THE RECORDS:
★ ★ ★ ★ ★ ★ ★

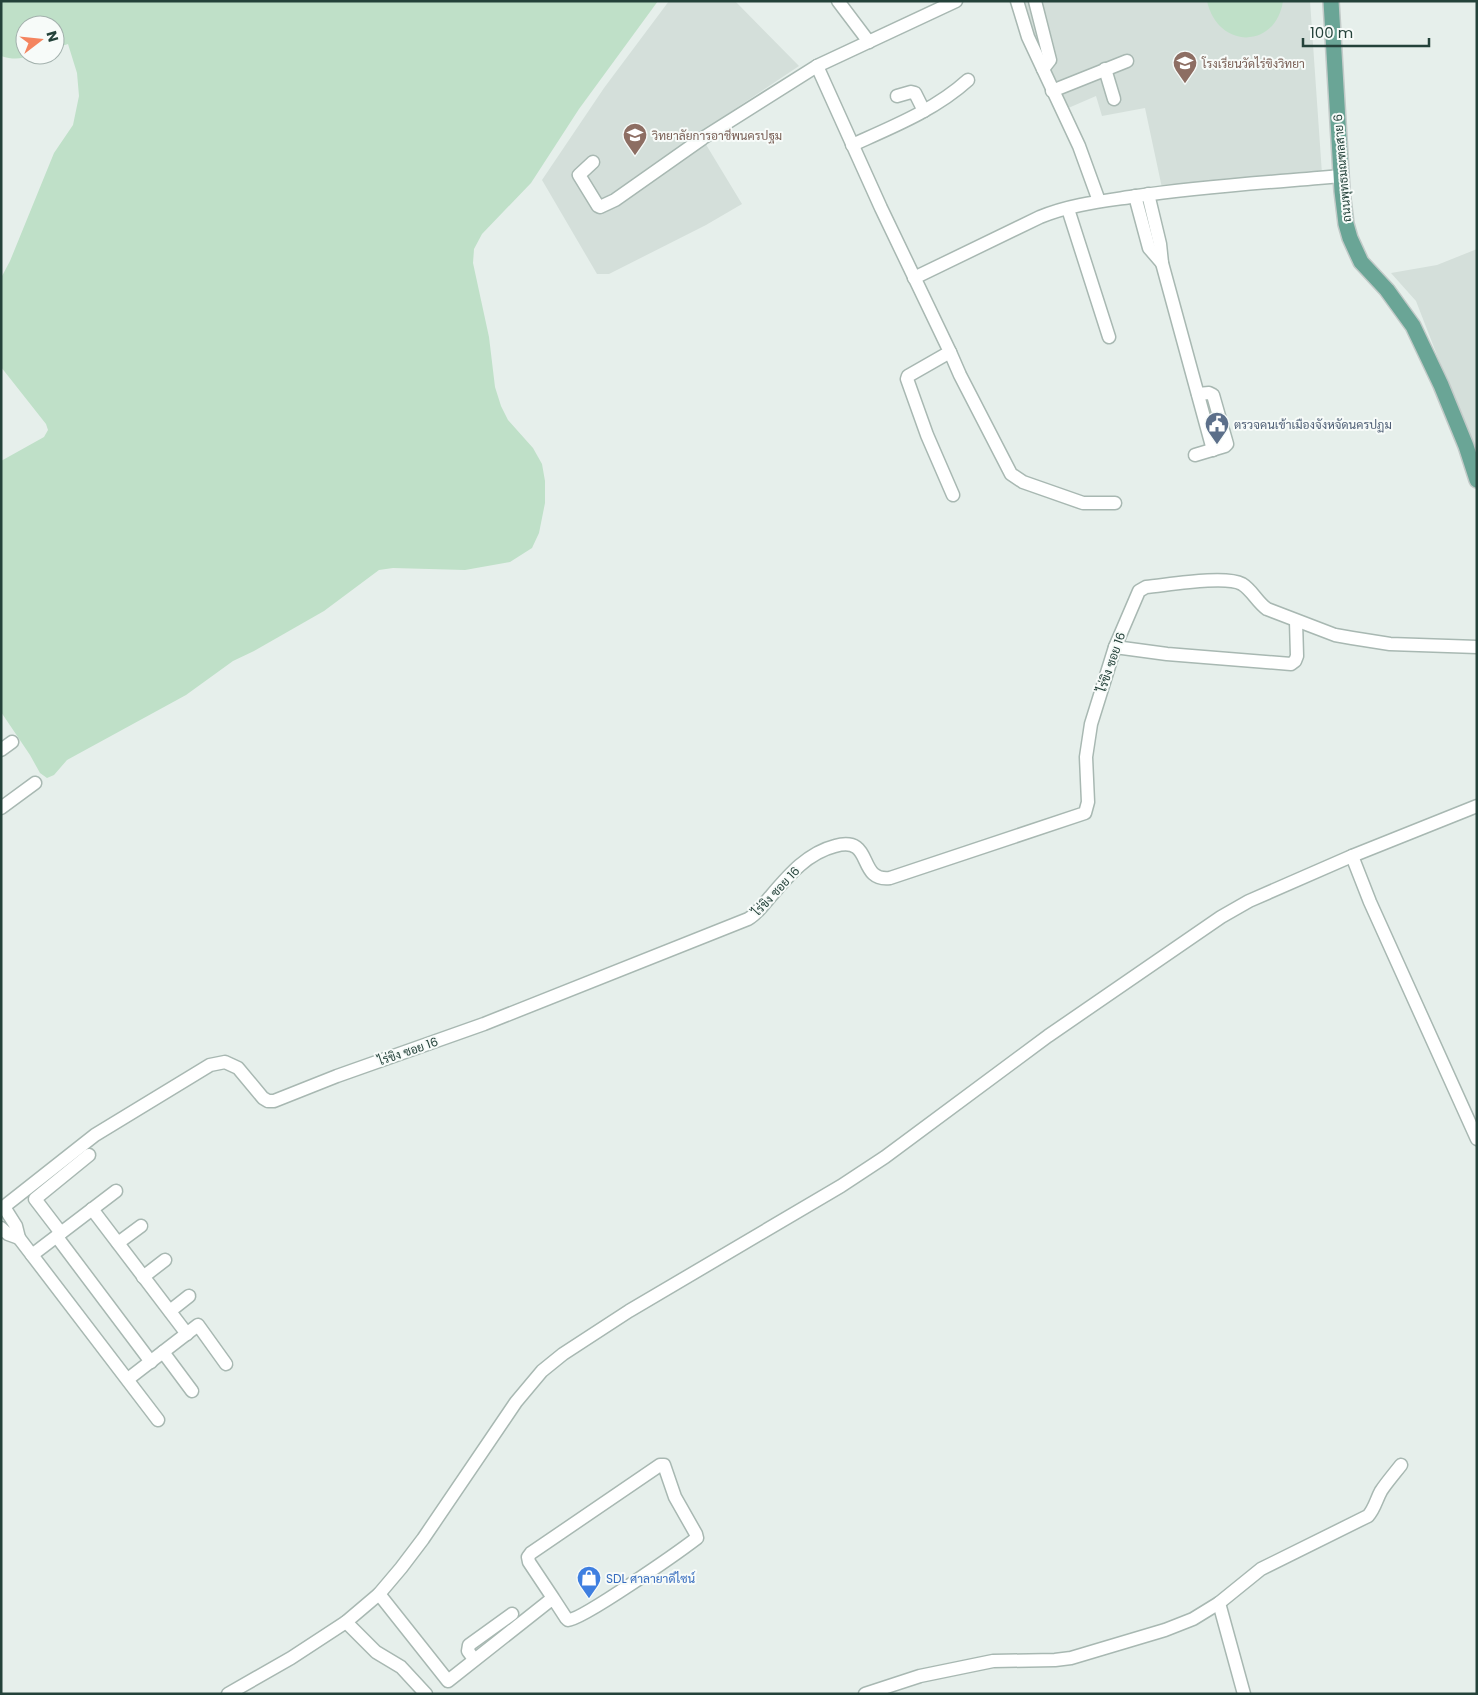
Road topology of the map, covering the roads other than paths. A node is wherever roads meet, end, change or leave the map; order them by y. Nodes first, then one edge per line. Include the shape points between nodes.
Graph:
1 (838, 1) edge
2 (956, 1) edge
3 (1017, 1) edge
4 (1036, 1) edge
5 (1330, 1) edge
6 (869, 42) junction
7 (1126, 61) dead end
8 (816, 66) junction
9 (1042, 69) junction
10 (1105, 69) junction
11 (968, 80) dead end
12 (1052, 91) junction
13 (897, 96) dead end
14 (1114, 100) dead end
15 (924, 111) junction
16 (852, 146) junction
17 (593, 162) dead end
18 (1342, 176) junction
19 (1141, 195) junction
20 (1099, 201) junction
21 (1068, 209) junction
22 (914, 278) junction
23 (1109, 337) dead end
24 (950, 352) junction
25 (1470, 449) edge
26 (1195, 456) dead end
27 (1475, 475) edge
28 (954, 495) dead end
29 (1116, 504) dead end
30 (1296, 621) junction
31 (1477, 646) edge
32 (1115, 647) junction
33 (12, 742) dead end
34 (1, 750) edge
35 (35, 783) dead end
36 (3, 803) edge
37 (1477, 806) edge
38 (1352, 856) junction
39 (1477, 1139) edge
40 (89, 1155) dead end
41 (116, 1191) dead end
42 (3, 1208) edge
43 (92, 1209) junction
44 (141, 1226) dead end
45 (1, 1228) edge
46 (59, 1235) junction
47 (19, 1238) junction
48 (118, 1243) junction
49 (32, 1255) junction
50 (165, 1260) dead end
51 (143, 1277) junction
52 (189, 1296) dead end
53 (170, 1311) junction
54 (187, 1334) junction
55 (163, 1352) junction
56 (151, 1362) junction
57 (226, 1364) dead end
58 (128, 1379) junction
59 (192, 1391) dead end
60 (158, 1420) dead end
61 (1401, 1465) dead end
62 (379, 1594) junction
63 (552, 1598) junction
64 (1219, 1603) junction
65 (512, 1614) dead end
66 (346, 1622) junction
67 (490, 1630) junction
68 (499, 1641) junction
69 (474, 1659) junction
70 (228, 1694) edge
71 (426, 1694) edge
72 (865, 1694) edge
73 (1244, 1694) edge

1 - 6 street
2 - 6 street
3 - 9 street
4 - 9 street via 1050,60
5 - 18 main road, ถนนพุทธมณฑลสาย 6
6 - 8 street
7 - 10 street
8 - 16 street
8 - 17 street via 600,207 579,175
9 - 12 street
10 - 12 street
10 - 14 street
11 - 15 street via 954,93
12 - 20 street via 1079,146
13 - 15 street via 915,92
15 - 16 street
16 - 22 street
18 - 19 street
18 - 25 main road, ถนนพุทธมณฑลสาย 6 via 1346,224 1356,252 1413,326
19 - 20 street
19 - 26 street via 1149,248 1162,264 1213,450
20 - 21 street
21 - 22 street via 1040,217
21 - 23 street
22 - 24 street
24 - 28 street via 907,379
24 - 29 street via 1011,474 1024,482 1083,503
25 - 27 main road, ถนนพุทธมณฑลสาย 6
30 - 31 street, ไร่ขิง ซอย 16 via 1335,635 1390,644
30 - 32 street via 1297,656 1291,664
30 - 32 street, ไร่ขิง ซอย 16 via 1267,609 1246,587 1231,581 1146,587 1139,591
32 - 42 street, ไร่ขิง ซอย 16 via 1088,739 1088,802 1085,813 886,879 873,875 853,844 822,850 787,877 757,913 748,919 484,1024 274,1101 263,1098 238,1068 225,1062 210,1065 95,1135
33 - 34 street
35 - 36 street
37 - 38 street
38 - 39 street
38 - 62 street via 1221,917 1048,1036 886,1158 628,1311 563,1354 542,1371 516,1402 423,1539
40 - 46 street via 35,1198
41 - 43 street
42 - 47 street via 16,1226
43 - 46 street
43 - 48 street
44 - 48 street
45 - 47 street
46 - 49 street
46 - 56 street
47 - 49 street
48 - 51 street
49 - 58 street
50 - 51 street
51 - 53 street
52 - 53 street
53 - 54 street
54 - 55 street
54 - 57 street via 198,1325
55 - 56 street
55 - 59 street
56 - 58 street
58 - 60 street
61 - 64 street via 1384,1486 1368,1516 1261,1569
62 - 66 street
62 - 69 street via 448,1681
63 - 63 street via 529,1562 531,1553 664,1465 697,1538 573,1619 568,1620
63 - 68 street
64 - 72 street via 1178,1626 1071,1658 993,1661 920,1676
64 - 73 street
65 - 67 street
66 - 70 street
66 - 71 street via 376,1652 401,1667
67 - 68 street
67 - 69 street via 468,1648
68 - 69 street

★ ★ ★ ★ ★ ★ ★

PROBLEM DESCRIPTION:
Of all the lines in the data above, show only those that hold the word "ทธมณฑลสาย".

EXERCISE RESULT:
5 - 18 main road, ถนนพุทธมณฑลสาย 6
18 - 25 main road, ถนนพุทธมณฑลสาย 6 via 1346,224 1356,252 1413,326
25 - 27 main road, ถนนพุทธมณฑลสาย 6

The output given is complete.